Aunque aún no se sabe si estas señales determinan el sueño del bebé, sí se reconoce que los bebés alimentados con leche de fórmula podrían no recibir estas señales naturales.
3. Alimentando a la microbiota intestinal
La leche materna no solo alimenta al bebé, sino también a sus microbios intestinales. Estos microorganismos forman el microbioma, clave para la digestión y la salud.
El tercer componente más abundante en la leche son los oligosacáridos, azúcares que los bebés no pueden digerir directamente, pero que nutren a bacterias beneficiosas en su intestino. Estas bacterias producen ácidos grasos de cadena corta, esenciales para el crecimiento y la protección contra enfermedades.
Los científicos aún debaten si el microbioma del bebé proviene principalmente de la leche, del líquido amniótico o del contacto con la madre, pero lo cierto es que la lactancia impulsa un ecosistema intestinal más saludable.

4. Variaciones de la leche materna
No toda la leche materna es igual. Sus niveles de proteínas, grasas y hormonas pueden variar:
Entre diferentes madres.
En la misma madre a lo largo del crecimiento del bebé.
Incluso según el sexo del hijo.
Estudios con monos rhesus y vacas muestran que las madres producen leche con más grasa para los hijos varones y mayor cantidad para las hembras. Si estos patrones se confirman en humanos, sería clave para mejorar tanto la leche de fórmula como la donación de leche materna.
5. Las células madre presentes en la leche
Uno de los descubrimientos más sorprendentes ocurrió en 2007, cuando los investigadores identificaron células madre en la leche materna.
Estas células pueden integrarse en los tejidos del bebé y contribuir a su desarrollo.
Experimentos con ratones revelaron que las células pasaban del estómago al torrente sanguíneo y permanecían activas en su organismo a largo plazo.
En laboratorio, se han cultivado células madre de leche humana para crear organoides productores de leche, lo que abre puertas a la medicina regenerativa.

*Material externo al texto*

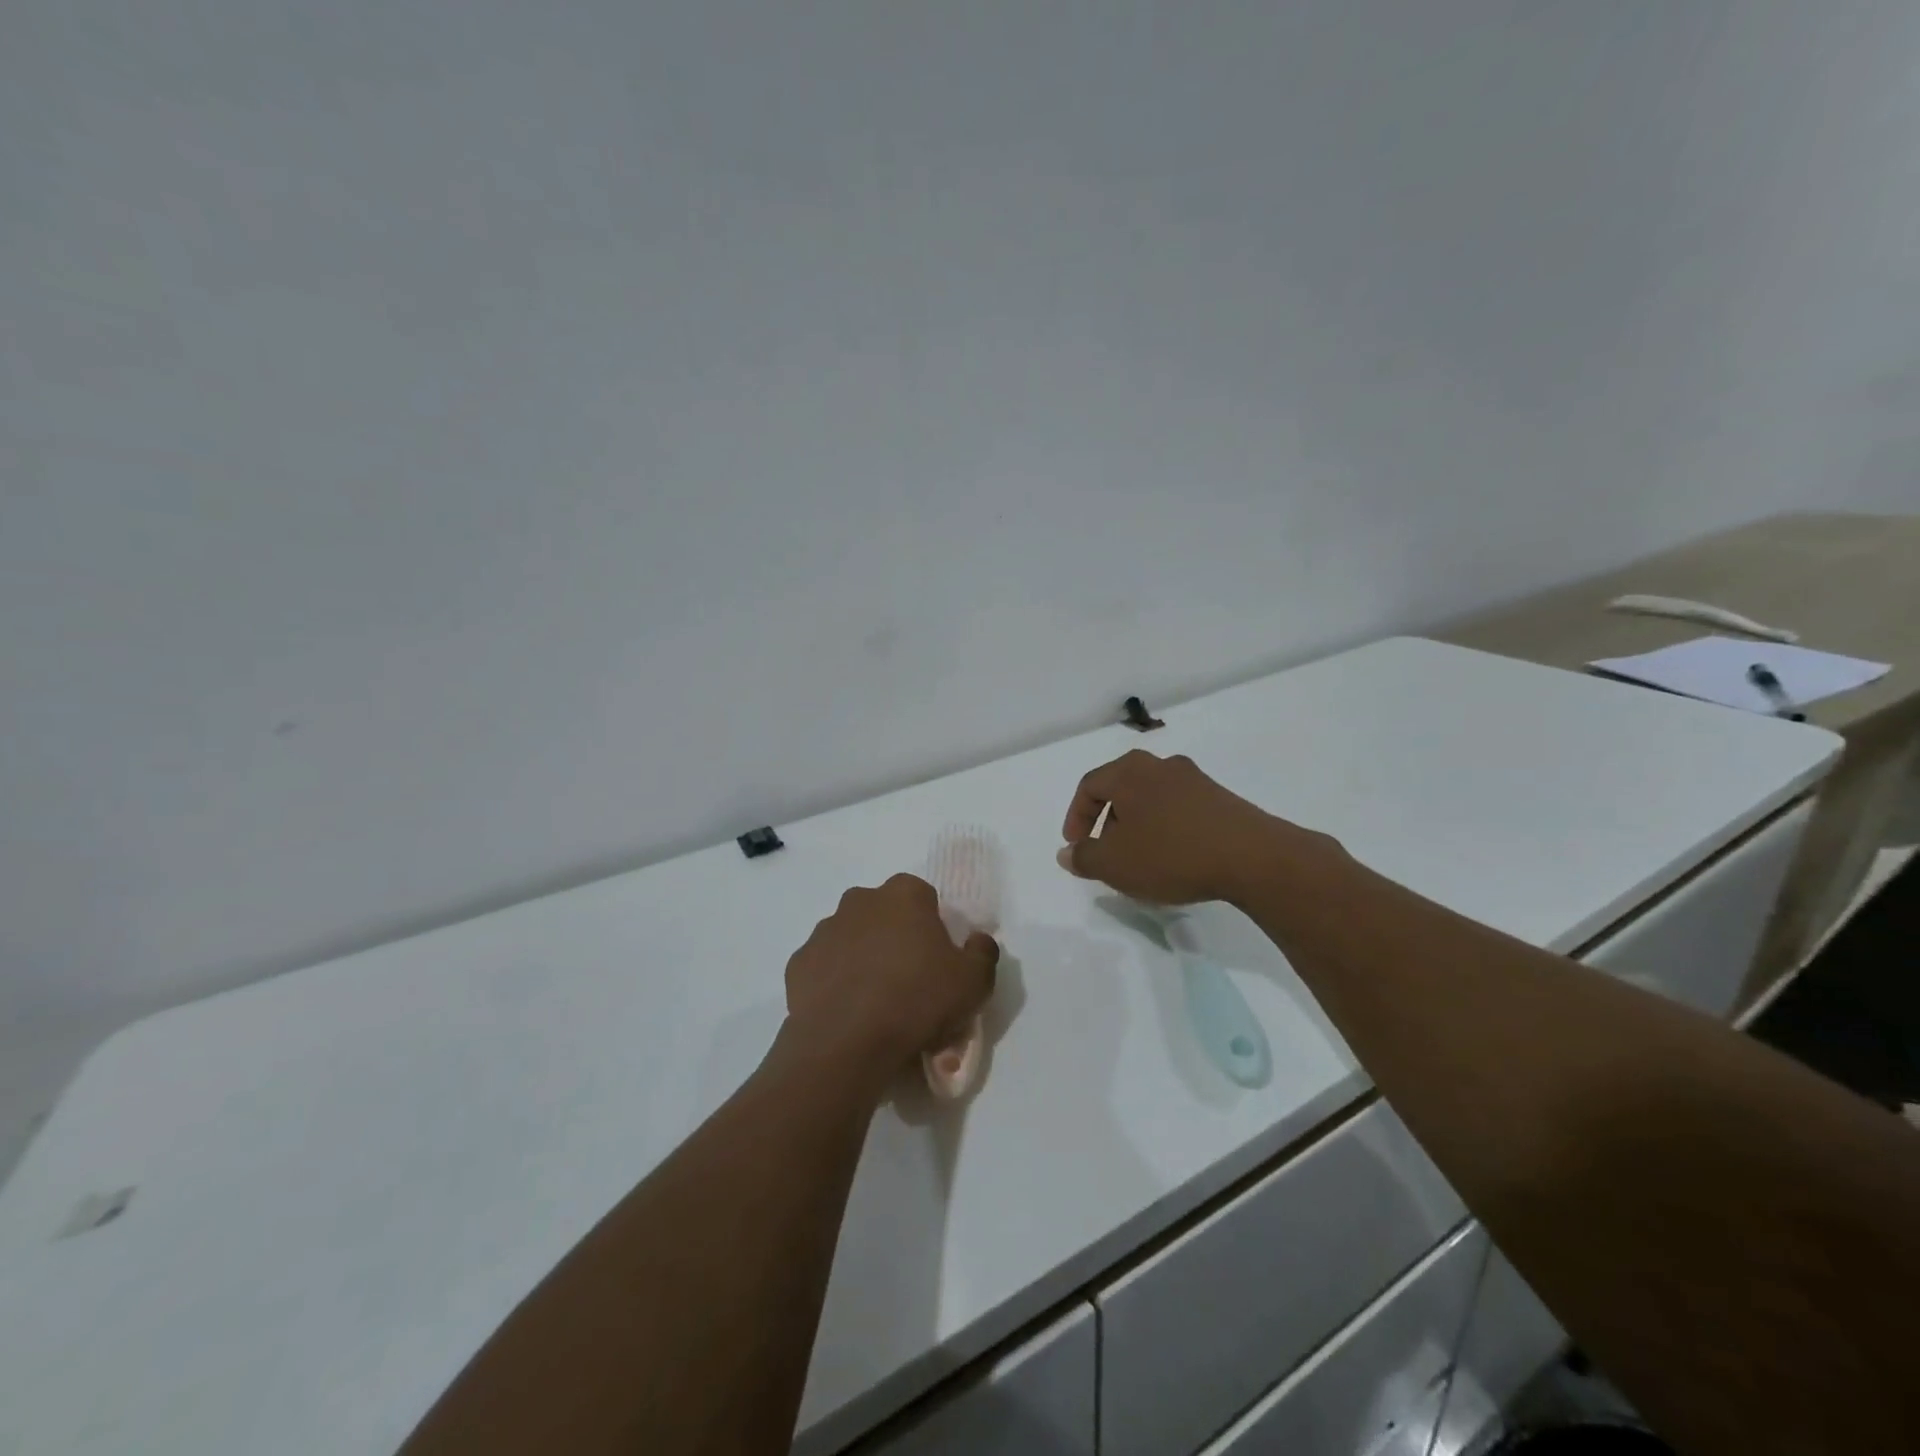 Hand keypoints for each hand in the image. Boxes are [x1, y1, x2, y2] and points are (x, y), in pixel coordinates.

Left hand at [783, 874, 998, 1083]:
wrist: (846, 1042)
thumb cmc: (917, 1001)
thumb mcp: (974, 982)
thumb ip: (983, 953)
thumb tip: (978, 941)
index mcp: (903, 895)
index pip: (922, 896)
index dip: (932, 925)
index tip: (937, 959)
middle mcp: (860, 901)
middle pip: (884, 912)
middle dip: (895, 936)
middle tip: (909, 979)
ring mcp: (824, 930)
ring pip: (851, 936)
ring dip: (863, 956)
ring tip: (876, 1001)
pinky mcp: (799, 962)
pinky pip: (825, 966)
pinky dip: (835, 981)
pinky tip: (848, 1011)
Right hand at [1058, 749, 1313, 905]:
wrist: (1251, 857)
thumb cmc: (1171, 854)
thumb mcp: (1115, 864)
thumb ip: (1084, 858)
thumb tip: (1067, 853)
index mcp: (1129, 771)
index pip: (1089, 786)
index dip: (1076, 817)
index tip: (1076, 847)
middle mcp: (1159, 765)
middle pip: (1120, 788)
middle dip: (1107, 821)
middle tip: (1106, 852)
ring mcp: (1194, 779)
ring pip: (1150, 798)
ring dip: (1137, 825)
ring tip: (1140, 859)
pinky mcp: (1220, 797)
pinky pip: (1178, 808)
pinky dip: (1165, 828)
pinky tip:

Aún no se sabe qué impacto tienen estas células en el desarrollo infantil, pero sin duda representan un misterio prometedor.
Conclusión
La leche materna es mucho más que nutrición: es un sistema dinámico y personalizado que protege, educa y transforma el cuerpo del bebé. Los hallazgos recientes sobre inmunidad, sueño, microbiota, variaciones biológicas y células madre demuestran que este líquido sigue guardando secretos.
Invertir en la investigación de la leche materna no solo mejorará la salud infantil, sino que también abrirá nuevas fronteras en medicina, biotecnología y nutrición.